Improved DeepLabV3+ for UAV-Based Highway Lane Line Segmentation

Sustainable highway infrastructure maintenance critically depends on precise lane line detection, yet conventional inspection approaches remain resource-depleting, carbon-intensive, and hazardous to personnel. To mitigate these constraints and address the low accuracy and high parameterization of existing models, this study utilizes unmanned aerial vehicle (UAV) imagery and proposes a UAV-based highway lane line segmentation method using an improved DeepLabV3+ model that resolves multi-scale lane line segmentation challenges in UAV imagery. MobileNetV2 is used as the backbone network to significantly reduce the number of model parameters. The Squeeze-and-Excitation (SE) attention mechanism is integrated to enhance feature extraction capabilities, particularly at lane line edges. A Feature Pyramid Network (FPN) is incorporated to improve multi-scale lane line feature extraction. We introduce a novel Waterfall Atrous Spatial Pyramid Pooling (WASPP) module, utilizing cascaded atrous convolutions with strategic dilation rate adjustments to progressively expand the receptive field and aggregate contextual information across scales.
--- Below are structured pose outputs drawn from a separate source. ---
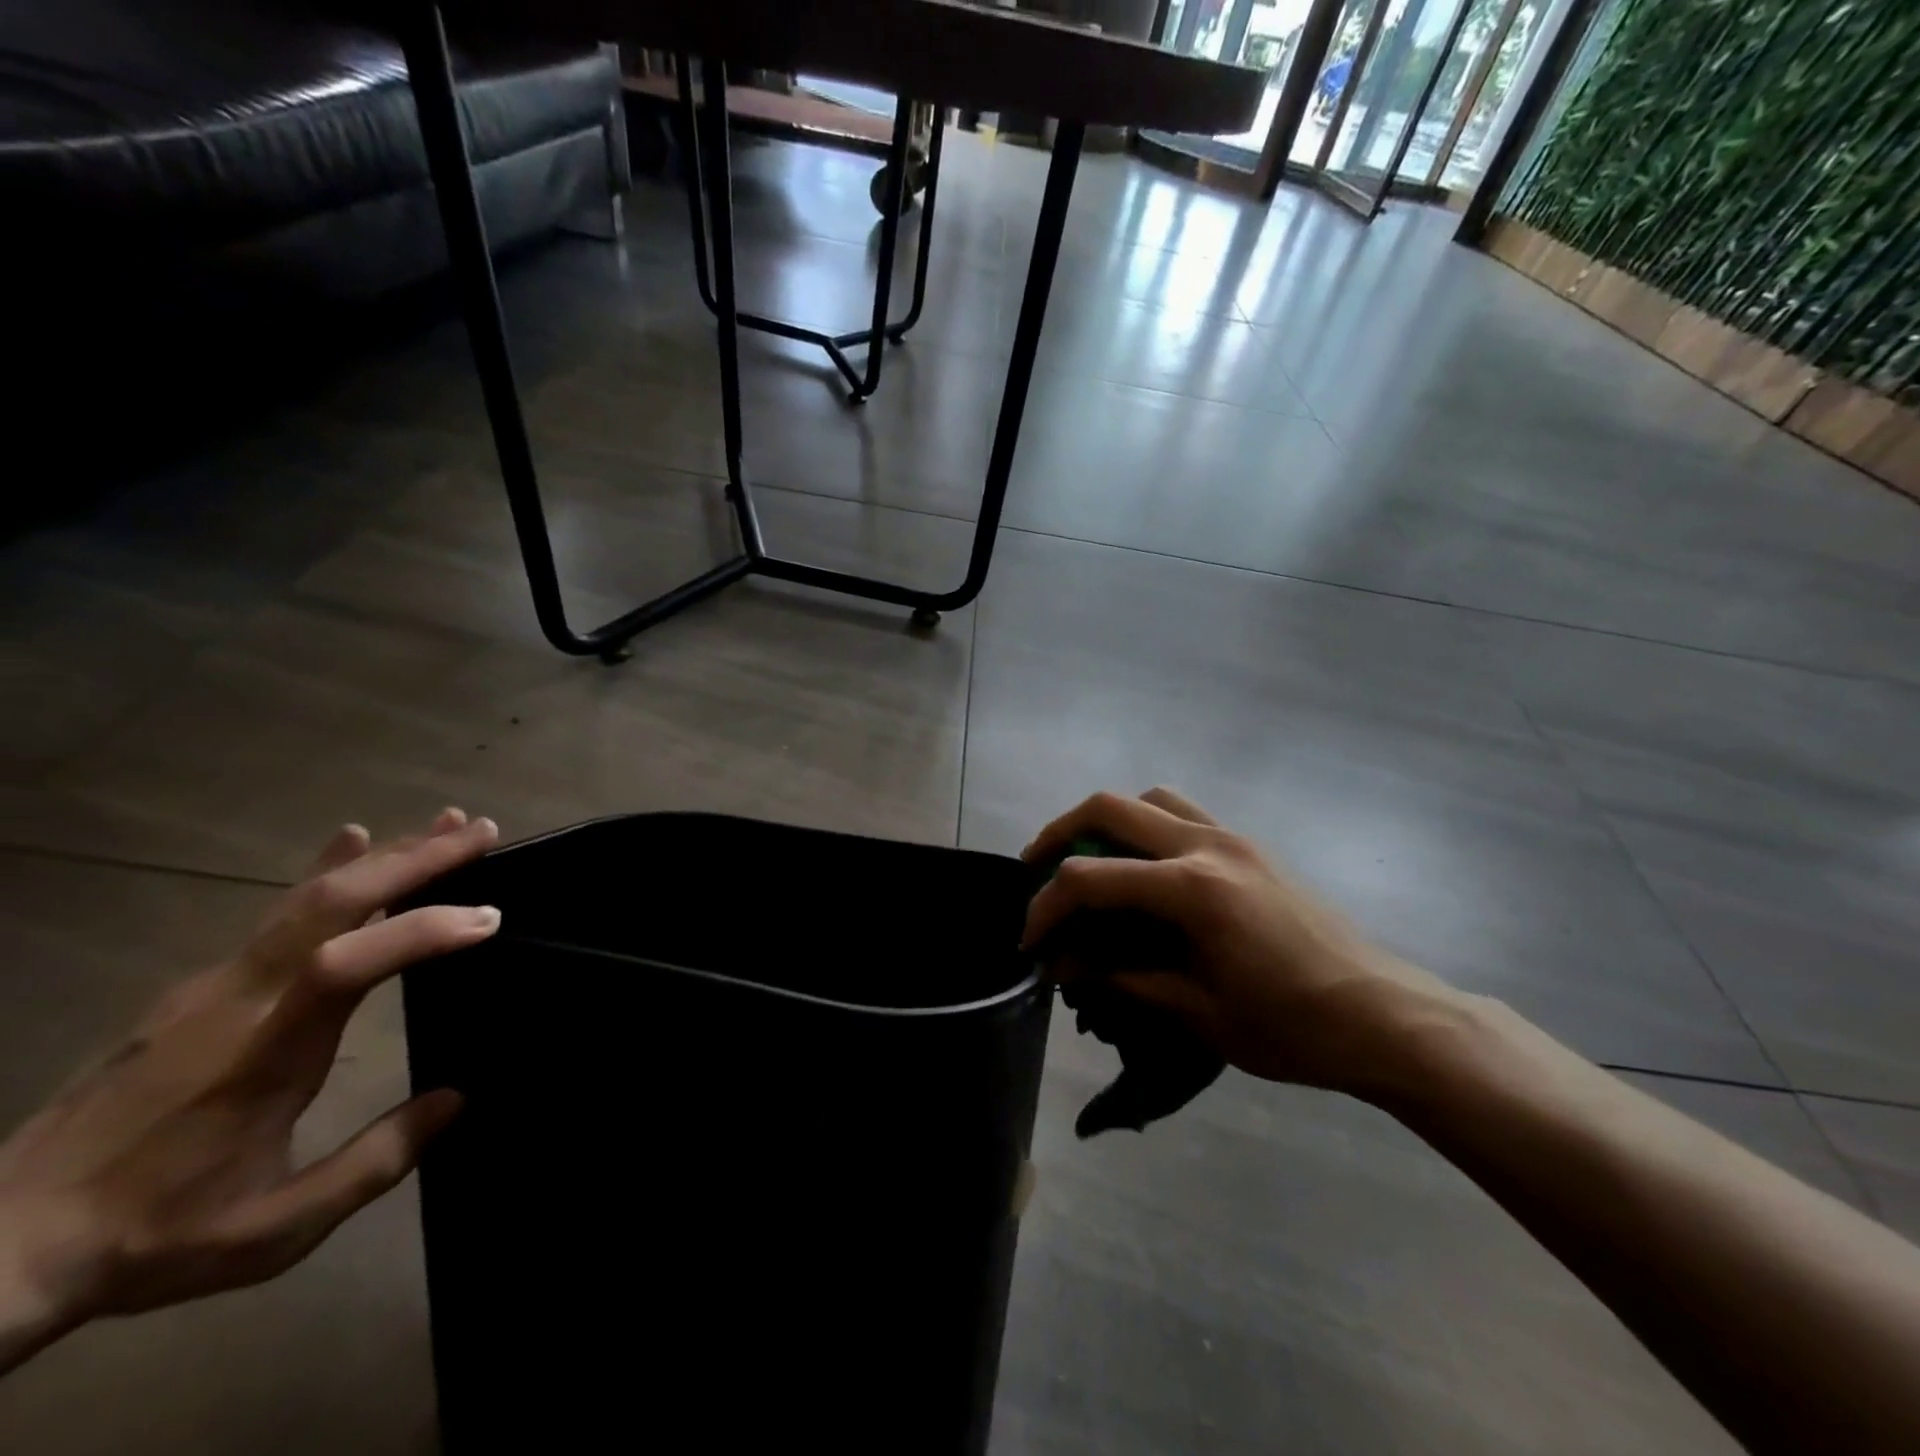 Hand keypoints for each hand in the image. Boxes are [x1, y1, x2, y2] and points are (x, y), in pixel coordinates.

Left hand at [0, 809, 500, 1372]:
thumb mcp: (274, 1229)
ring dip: (384, 854)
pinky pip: (277, 913)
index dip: (422, 930)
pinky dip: (329, 869)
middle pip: (331, 904)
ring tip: (446, 824)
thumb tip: (458, 1098)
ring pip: (307, 897)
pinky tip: (352, 843)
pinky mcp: (201, 985)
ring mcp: (212, 985)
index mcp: (262, 1055)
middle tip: (483, 831)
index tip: (489, 918)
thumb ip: (374, 1161)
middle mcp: (237, 1000)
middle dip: (415, 859)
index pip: (346, 966)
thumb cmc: (153, 1235)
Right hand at [1022, 789, 1453, 1094]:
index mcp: (1191, 889)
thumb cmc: (1292, 1026)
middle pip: (1108, 808)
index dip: (1046, 908)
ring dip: (1106, 821)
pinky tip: (1145, 869)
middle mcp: (1206, 845)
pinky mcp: (1248, 845)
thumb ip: (1122, 978)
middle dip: (1058, 835)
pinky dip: (1147, 825)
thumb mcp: (1197, 1012)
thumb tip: (1063, 965)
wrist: (1384, 1016)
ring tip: (1089, 860)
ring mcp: (1231, 837)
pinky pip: (1183, 812)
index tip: (1030, 942)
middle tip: (1036, 871)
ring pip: (1148, 798)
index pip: (1090, 880) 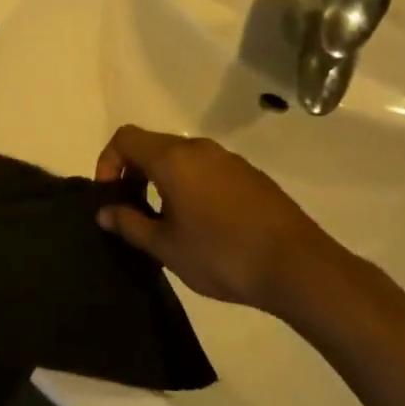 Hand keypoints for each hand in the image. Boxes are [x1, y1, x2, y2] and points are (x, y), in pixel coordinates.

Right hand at [94, 126, 336, 312]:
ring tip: (166, 219)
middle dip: (134, 171)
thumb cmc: (222, 254)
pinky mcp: (251, 175)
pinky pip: (207, 169)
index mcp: (172, 158)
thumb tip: (105, 212)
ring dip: (163, 179)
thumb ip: (130, 224)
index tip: (109, 195)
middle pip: (153, 144)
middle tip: (132, 209)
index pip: (125, 138)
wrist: (298, 267)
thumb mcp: (166, 247)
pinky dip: (191, 184)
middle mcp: (199, 148)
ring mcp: (228, 159)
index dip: (107, 161)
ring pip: (181, 157)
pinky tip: (203, 222) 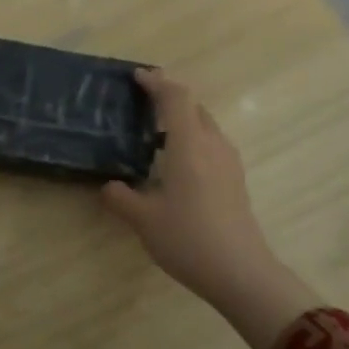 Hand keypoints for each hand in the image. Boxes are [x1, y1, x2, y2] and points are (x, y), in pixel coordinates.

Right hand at [102, 69, 318, 348]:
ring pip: (206, 126)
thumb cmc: (188, 239)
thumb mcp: (143, 220)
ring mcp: (228, 163)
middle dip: (170, 98)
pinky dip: (192, 139)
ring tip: (155, 131)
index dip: (157, 83)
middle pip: (194, 108)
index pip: (176, 99)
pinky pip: (211, 145)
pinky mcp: (234, 181)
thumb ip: (121, 198)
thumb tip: (108, 186)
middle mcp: (213, 146)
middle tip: (142, 101)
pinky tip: (175, 161)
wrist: (240, 272)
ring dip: (183, 120)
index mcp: (189, 146)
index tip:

The improved model outperforms the original DeepLabV3+ by 5.04% mIoU (85.30% vs. 80.26%) and 3.35% F1-Score (91.74% vs. 88.39%) while cutting parameters by 85% (8.03 M vs. 54.8 M) and reducing training time by 2 h 50 min, thereby enhancing the model’s accuracy in lane line segmentation, reducing the number of parameters, and lowering the carbon footprint.